Input data
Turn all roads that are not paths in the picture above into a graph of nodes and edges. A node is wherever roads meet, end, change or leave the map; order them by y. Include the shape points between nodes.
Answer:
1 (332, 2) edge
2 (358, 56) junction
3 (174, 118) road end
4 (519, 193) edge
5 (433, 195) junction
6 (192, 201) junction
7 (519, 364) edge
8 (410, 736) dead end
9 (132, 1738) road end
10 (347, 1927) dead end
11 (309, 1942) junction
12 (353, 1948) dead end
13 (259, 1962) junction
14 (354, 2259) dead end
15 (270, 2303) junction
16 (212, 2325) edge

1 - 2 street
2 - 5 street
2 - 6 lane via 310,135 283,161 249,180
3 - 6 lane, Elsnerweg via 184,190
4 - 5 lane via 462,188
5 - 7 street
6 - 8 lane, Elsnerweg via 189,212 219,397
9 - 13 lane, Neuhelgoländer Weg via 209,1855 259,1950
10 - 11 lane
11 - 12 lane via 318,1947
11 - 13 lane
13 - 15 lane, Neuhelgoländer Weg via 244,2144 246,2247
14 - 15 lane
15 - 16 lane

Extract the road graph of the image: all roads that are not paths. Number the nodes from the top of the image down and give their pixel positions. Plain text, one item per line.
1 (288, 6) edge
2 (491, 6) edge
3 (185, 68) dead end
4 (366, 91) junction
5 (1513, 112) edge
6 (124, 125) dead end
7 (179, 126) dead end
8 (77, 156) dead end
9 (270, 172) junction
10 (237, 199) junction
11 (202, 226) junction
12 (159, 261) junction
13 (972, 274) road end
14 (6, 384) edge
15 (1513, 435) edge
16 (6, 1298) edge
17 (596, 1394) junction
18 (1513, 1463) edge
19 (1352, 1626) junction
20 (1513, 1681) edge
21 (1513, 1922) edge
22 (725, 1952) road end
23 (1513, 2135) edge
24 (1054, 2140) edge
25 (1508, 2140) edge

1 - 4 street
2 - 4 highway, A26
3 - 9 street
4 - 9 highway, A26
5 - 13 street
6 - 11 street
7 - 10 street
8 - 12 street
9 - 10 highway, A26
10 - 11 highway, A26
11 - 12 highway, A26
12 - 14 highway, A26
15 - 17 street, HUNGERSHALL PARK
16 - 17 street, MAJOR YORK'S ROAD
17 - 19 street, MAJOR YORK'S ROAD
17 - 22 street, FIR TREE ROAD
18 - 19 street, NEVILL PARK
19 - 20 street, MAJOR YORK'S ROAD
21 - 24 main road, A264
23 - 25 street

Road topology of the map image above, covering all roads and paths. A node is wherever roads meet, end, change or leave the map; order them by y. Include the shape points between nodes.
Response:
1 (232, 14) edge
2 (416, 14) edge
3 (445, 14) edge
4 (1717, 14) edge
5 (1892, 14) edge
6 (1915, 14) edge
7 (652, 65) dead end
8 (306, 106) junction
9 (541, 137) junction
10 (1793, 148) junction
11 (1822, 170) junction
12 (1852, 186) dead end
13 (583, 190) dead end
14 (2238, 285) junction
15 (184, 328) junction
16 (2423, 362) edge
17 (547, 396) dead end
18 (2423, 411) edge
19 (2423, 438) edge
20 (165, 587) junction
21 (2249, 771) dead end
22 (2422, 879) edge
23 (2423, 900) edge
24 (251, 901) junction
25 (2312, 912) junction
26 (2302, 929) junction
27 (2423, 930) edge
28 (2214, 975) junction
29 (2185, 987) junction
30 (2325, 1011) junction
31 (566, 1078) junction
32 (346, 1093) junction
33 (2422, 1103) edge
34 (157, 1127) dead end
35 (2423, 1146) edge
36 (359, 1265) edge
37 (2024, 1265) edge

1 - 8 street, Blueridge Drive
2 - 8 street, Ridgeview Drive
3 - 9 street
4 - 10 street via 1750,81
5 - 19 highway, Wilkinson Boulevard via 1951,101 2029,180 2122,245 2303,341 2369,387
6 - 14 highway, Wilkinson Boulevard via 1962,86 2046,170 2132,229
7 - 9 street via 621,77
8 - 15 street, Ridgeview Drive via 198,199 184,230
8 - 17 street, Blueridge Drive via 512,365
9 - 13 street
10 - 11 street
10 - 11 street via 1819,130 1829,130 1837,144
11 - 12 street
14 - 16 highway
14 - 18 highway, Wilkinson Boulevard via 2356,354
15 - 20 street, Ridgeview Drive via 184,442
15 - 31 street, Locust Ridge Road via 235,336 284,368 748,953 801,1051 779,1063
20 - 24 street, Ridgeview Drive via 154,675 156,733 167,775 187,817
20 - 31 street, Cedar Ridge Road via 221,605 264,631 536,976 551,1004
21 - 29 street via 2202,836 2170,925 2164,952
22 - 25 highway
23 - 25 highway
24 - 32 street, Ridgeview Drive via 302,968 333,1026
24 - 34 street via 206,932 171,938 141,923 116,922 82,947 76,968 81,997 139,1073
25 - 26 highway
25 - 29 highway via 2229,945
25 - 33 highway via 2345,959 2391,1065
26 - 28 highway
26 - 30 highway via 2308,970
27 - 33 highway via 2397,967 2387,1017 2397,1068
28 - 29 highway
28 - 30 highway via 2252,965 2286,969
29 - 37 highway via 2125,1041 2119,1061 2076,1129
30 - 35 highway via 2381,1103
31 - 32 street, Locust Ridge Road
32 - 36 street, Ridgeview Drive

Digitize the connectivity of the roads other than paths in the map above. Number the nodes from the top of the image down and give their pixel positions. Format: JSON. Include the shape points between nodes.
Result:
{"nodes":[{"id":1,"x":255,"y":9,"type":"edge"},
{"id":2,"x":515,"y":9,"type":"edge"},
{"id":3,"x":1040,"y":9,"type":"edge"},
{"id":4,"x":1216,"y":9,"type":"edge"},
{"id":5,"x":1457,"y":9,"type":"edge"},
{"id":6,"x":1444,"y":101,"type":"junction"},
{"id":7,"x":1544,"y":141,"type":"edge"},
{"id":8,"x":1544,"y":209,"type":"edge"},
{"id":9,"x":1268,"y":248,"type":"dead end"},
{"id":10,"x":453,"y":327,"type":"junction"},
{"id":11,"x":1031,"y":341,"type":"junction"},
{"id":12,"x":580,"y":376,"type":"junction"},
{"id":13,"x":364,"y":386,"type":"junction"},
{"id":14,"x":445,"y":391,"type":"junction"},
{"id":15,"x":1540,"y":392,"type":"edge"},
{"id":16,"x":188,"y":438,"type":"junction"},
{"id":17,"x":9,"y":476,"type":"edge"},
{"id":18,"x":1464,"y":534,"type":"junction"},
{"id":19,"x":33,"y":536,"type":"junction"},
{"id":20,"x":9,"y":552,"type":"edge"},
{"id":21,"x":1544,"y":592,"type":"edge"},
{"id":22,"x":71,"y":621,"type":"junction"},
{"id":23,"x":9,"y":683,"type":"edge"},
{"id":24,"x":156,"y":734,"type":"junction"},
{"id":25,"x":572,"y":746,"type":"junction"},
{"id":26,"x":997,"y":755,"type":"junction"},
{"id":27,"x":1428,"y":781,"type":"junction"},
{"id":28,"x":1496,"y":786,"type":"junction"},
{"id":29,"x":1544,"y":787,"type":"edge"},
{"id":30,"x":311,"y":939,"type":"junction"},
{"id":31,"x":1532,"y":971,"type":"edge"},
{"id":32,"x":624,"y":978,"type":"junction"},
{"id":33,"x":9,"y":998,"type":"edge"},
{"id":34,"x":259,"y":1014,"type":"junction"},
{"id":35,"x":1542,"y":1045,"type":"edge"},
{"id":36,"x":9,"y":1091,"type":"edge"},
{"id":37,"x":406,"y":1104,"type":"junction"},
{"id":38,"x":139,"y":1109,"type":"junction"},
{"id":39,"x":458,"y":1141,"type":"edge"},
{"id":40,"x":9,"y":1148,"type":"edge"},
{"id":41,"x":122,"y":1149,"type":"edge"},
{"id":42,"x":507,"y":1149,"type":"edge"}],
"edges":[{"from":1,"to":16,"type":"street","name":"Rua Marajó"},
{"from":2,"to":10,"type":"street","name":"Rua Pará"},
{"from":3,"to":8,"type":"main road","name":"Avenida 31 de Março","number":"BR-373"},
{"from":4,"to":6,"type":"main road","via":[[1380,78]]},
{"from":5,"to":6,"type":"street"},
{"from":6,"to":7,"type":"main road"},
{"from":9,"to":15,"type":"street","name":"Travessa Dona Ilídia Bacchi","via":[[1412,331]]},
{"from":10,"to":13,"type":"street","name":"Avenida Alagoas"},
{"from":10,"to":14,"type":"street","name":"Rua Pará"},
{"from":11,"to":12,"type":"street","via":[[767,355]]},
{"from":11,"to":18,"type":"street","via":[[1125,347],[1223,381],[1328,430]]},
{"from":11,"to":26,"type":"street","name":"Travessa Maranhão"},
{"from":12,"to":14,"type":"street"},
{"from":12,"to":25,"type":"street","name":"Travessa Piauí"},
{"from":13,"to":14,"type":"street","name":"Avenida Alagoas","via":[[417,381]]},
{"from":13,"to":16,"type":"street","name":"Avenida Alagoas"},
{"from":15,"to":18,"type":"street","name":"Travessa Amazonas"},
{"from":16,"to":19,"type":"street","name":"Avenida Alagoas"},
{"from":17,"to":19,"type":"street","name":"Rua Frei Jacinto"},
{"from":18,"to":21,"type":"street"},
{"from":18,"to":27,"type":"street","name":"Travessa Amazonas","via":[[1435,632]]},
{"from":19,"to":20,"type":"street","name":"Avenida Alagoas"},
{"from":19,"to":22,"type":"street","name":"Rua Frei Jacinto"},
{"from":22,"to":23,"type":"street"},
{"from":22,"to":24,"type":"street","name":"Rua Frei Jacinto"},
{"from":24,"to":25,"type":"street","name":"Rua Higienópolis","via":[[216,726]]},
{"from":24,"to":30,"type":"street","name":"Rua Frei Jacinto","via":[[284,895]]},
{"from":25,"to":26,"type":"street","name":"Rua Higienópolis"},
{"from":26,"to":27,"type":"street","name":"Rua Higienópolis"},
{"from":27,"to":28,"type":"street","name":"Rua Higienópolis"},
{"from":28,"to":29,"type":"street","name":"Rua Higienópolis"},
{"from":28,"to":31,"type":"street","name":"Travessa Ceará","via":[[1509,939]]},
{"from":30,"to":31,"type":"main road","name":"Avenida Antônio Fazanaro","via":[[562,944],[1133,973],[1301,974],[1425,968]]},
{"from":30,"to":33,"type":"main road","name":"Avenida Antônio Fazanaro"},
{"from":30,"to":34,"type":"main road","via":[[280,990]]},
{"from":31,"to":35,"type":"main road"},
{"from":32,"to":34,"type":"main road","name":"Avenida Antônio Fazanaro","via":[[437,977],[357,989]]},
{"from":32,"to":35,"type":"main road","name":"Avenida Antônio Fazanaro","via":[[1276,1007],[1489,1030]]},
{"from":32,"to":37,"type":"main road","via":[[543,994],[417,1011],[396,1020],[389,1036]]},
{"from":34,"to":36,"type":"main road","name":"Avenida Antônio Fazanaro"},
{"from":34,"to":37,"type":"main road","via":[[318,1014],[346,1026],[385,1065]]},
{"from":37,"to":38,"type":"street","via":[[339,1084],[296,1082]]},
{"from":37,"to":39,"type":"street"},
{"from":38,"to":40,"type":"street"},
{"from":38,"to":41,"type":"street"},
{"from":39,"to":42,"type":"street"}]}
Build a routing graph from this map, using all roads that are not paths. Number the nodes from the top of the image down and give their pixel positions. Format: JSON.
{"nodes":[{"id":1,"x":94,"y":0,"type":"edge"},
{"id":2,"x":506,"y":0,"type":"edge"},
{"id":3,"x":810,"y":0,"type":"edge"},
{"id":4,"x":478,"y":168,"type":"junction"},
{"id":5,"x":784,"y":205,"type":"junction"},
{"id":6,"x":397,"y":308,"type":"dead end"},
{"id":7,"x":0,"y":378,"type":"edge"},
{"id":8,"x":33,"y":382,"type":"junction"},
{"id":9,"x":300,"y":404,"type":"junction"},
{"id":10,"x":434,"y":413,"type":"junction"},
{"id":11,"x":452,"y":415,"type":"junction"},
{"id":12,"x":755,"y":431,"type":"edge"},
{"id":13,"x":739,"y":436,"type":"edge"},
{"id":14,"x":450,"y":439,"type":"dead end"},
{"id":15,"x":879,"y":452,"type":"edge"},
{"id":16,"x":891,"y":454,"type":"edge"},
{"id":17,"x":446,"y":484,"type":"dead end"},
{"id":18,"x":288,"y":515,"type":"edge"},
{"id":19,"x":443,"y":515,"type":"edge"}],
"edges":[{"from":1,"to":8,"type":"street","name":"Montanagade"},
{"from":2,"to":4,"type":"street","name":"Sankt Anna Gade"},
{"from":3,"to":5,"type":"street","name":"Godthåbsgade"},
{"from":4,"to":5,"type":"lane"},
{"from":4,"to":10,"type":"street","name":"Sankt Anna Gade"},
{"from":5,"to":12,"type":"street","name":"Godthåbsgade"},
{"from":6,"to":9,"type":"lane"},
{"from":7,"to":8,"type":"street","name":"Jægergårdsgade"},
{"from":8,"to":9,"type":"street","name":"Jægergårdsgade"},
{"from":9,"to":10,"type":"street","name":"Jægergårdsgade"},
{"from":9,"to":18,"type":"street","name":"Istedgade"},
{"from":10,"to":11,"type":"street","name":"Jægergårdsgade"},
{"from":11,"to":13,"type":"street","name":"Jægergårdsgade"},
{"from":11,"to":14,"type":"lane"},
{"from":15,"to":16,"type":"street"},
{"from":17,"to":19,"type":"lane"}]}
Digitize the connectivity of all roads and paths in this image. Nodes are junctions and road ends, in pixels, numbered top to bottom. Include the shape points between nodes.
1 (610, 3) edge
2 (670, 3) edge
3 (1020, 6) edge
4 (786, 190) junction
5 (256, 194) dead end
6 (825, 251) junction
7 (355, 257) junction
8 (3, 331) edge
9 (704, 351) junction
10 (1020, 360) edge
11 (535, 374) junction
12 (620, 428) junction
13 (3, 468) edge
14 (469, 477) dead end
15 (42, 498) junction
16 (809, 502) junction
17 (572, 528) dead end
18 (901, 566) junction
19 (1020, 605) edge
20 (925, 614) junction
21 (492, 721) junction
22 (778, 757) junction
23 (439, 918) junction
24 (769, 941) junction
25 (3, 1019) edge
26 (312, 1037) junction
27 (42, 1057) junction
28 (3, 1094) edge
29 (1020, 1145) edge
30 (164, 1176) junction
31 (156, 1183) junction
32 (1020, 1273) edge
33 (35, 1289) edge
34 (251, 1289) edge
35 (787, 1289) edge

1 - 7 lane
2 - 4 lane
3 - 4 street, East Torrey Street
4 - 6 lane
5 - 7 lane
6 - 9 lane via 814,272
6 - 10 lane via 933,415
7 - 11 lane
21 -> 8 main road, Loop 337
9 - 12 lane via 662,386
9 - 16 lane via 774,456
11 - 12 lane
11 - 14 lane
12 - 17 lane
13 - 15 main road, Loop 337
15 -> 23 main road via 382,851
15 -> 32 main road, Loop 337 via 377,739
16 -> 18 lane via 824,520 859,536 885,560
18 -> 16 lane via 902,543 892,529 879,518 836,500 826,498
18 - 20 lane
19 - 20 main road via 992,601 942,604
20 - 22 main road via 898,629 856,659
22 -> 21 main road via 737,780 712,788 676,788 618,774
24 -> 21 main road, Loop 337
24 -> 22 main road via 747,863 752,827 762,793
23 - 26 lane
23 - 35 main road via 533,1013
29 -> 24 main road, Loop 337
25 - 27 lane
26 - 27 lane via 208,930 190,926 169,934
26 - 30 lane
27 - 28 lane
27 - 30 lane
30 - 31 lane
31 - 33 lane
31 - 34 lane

Try it
Show the lines of the records above that mention "nodes".

Response to the task
Turn all roads that are not paths in the picture above into a graph of nodes and edges. A node is wherever roads meet, end, change or leave the map; order them by y. Include the shape points between nodes.
Extract the road graph of the image: all roads that are not paths. Number the nodes from the top of the image down and give their pixel positions. Plain text, one item per line.
Road topology of the map image above, covering all roads and paths. A node is wherever roads meet, end, change or leave the map; order them by y. Include the shape points between nodes.
Digitize the connectivity of the roads other than paths in the map above. Number the nodes from the top of the image down and give their pixel positions. Format: JSON. Include the shape points between nodes.
{"nodes":[{"id":1,"x":255,"y":9,"type":"edge"},
Build a routing graph from this map, using all roads that are not paths. Number the nodes from the top of the image down and give their pixel positions. Format: JSON.
{"nodes":[{"id":1,"x":94,"y":0,"type":"edge"},
Digitize the connectivity of all roads and paths in this image. Nodes are junctions and road ends, in pixels, numbered top to bottom. Include the shape points between nodes.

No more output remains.